Naturopathic care includes lifestyle practices like self-care, a healthy diet, daily exercise recommendations, mindfulness-based practices, and environmental considerations. In-clinic therapeutics may include procedures such as IV- or ozone therapy, but that is a more in-depth discussion that will not be covered here. Instead, I’ve compiled a list of what may be considered best practices for better breast health:


- Stay well hydrated with pure (clean or filtered) water (ideally not from a plastic bottle) – at least half your body weight in ounces, but ideally ¾ your body weight.

- Dry brush massage – before a shower – helps to stimulate draining of the lymph system – brush towards the heart

- Self breast exams - This is perfect to do in the shower on a regular basis. You know your breasts better than anyone else and should be more sensitive to any changes in skin texture or new lumps or bumps.

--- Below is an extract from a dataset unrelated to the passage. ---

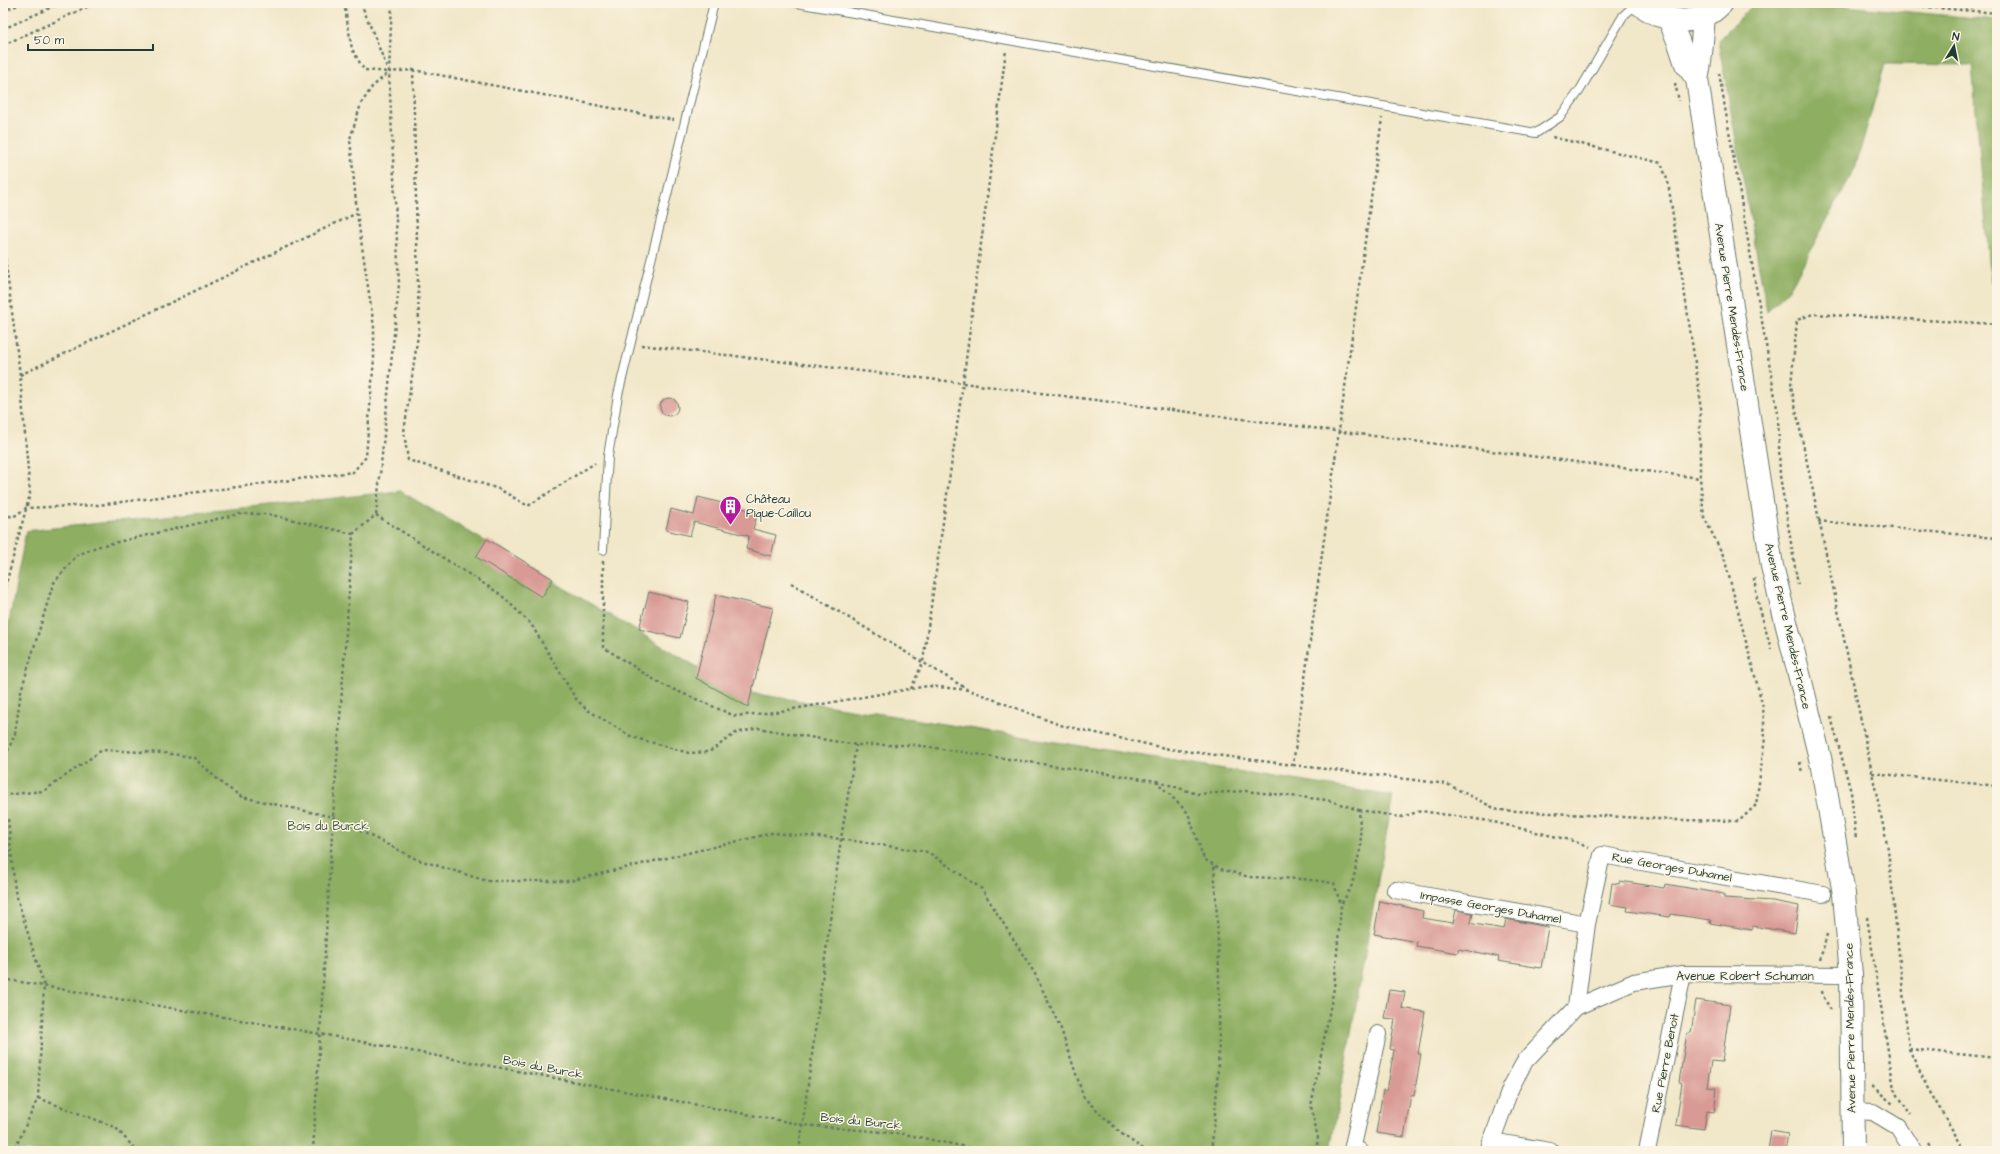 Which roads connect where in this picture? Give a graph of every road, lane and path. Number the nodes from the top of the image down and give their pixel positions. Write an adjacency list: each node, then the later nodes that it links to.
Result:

- Avoid excess exposure to electric magnetic radiation: power lines, cell phone, microwave, cordless telephones, television, computers, fitness tracking devices, routers, x-rays, tanning beds

- People your life well – remove toxic relationships from your life


- Mediterranean, Plant-based (vegetable-forward, not necessarily vegan) diet – Grass-fed, organic meat and poultry, wild fish (limit crustaceans), plenty of vegetables, healthy fats and oils (avocado, coconut, olive, ghee), organic fruit (1-2 servings), and avoid processed/refined foods and starchy carbohydrates

- Eat (lightly steamed) cruciferous veggies like broccoli, cauliflower, cabbage and kale – daily

- Drink green tea

- Eat organic apples (with skin) – they contain quercetin, a potent antioxidant

- Eat pomegranate seeds – a lot of promising research on the benefits of pomegranate consumption and cancer prevention

- Consider supplementing with Vitamin D3 to increase health and lower risk for breast cancer. Women with blood levels of above 60 ng/mL vitamin D have an 80% lower risk of developing breast cancer.

Foods to Avoid

- Artificial Sweeteners – Aspartame, Saccharin, Acesulfame Potassium (Ace-K)

- Processed meats that contain nitrates/nitrites like deli meats, bacon

- Non-organic, non-grass fed animal protein

- Starchy, fried foods – contain acrylamide, which is a cancer-causing chemical found in some foods like potato chips, French fries


- Minimum of 150 minutes/week – an average of 20 to 30 minutes daily,, with an emphasis on high-intensity intervals and resistance training

* During and after breast cancer treatment, women who exercise show faster recovery from treatment, lower risk of recurrence, better mood, strength, endurance, and overall sense of well being


- Meditate/Quiet your mind with eyes closed for a minimum of 6 minutes per day. I like to recommend Loving Kindness Meditation – you’ll find many examples online.

- Gratitude journal – practice writing down 5 things you are grateful for and why you are grateful for them, every night before going to bed


I decided not to discuss supplements here because supplementing for breast cancer prevention should be uniquely determined based on your family history, your genetic expression and your current lifestyle and risk factors. I encourage you to speak to a healthcare professional who is knowledgeable in all of these areas before deciding if dietary and nutriceutical supplementation is right for you.

Regarding regular breast screening: You know your breasts better than anyone else. I recommend you check your breasts regularly. Look and feel for any changes. Red flags include any firm lumps; swelling around breast, nipple, or armpit; dry, cracked skin around nipple; blood or fluid leakage; abnormal heat or itching. Follow up for further screening with your doctor should you notice any of these changes.